Stored data
::::::

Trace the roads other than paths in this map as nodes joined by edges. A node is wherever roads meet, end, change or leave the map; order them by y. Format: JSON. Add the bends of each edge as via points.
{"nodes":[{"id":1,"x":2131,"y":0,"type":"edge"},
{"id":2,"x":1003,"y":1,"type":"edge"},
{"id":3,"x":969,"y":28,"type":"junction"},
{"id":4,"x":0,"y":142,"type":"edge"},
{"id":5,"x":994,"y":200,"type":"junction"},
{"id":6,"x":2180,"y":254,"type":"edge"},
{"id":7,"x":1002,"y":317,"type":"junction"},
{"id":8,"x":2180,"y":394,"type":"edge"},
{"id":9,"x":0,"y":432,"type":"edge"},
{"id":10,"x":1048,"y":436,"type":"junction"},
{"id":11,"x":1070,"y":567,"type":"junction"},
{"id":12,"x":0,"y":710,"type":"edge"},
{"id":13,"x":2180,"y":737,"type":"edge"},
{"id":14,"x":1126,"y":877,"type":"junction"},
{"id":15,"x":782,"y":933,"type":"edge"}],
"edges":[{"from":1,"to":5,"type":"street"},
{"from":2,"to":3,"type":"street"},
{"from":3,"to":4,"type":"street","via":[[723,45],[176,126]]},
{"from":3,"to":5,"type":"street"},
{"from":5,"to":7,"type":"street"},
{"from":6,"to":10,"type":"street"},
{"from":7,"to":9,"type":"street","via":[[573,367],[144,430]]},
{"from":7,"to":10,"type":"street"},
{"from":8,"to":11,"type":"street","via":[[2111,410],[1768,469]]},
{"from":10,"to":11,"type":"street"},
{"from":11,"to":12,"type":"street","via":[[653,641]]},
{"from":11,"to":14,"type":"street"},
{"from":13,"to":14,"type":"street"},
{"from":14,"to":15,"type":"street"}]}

::::::

## ABOUT THIS EXERCISE
Every line of the records should be reproduced exactly.

## TASK RESPONSE
Trace the roads other than paths in this map as nodes joined by edges. A node is wherever roads meet, end, change or leave the map; order them by y. Format: JSON. Add the bends of each edge as via points.
{"nodes":[{"id":1,"x":2131,"y":0,"type":"edge"},
{"id":2,"x":1003,"y":1,"type":"edge"},
{"id":3,"x":969,"y":28,"type":"junction"},
{"id":4,"x":0,"y":142,"type":"edge"},
{"id":5,"x":994,"y":200,"type":"junction"},
{"id":6,"x":2180,"y":254,"type":"edge"},
{"id":7,"x":1002,"y":317,"type":"junction"},
{"id":8,"x":2180,"y":394,"type":"edge"},
{"id":9,"x":0,"y":432,"type":"edge"},
{"id":10,"x":1048,"y":436,"type":"junction"},
{"id":11,"x":1070,"y":567,"type":"junction"},
{"id":12,"x":0,"y":710,"type":"edge"},
{"id":13,"x":2180,"y":737,"type":"edge"},
{"id":14,"x":1126,"y":877,"type":"junction"},
{"id":15,"x":782,"y":933,"type":"edge"}],
"edges":[{"from":1,"to":5,"type":"street"},
{"from":2,"to":3,"type":"street"},
{"from":3,"to":4,"type":"street","via":[[723,45],[176,126]]},
{"from":3,"to":5,"type":"street"},
{"from":5,"to":7,"type":"street"},
{"from":6,"to":10,"type":"street"},
{"from":7,"to":9,"type":"street","via":[[573,367],[144,430]]},
{"from":7,"to":10,"type":"street"},
{"from":8,"to":11,"type":"street","via":[[2111,410],[1768,469]]},
{"from":10,"to":11,"type":"street"},
{"from":11,"to":12,"type":"street","via":[[653,641]]},
{"from":11,"to":14,"type":"street"},
{"from":13,"to":14,"type":"street"},
{"from":14,"to":15,"type":"street"}]}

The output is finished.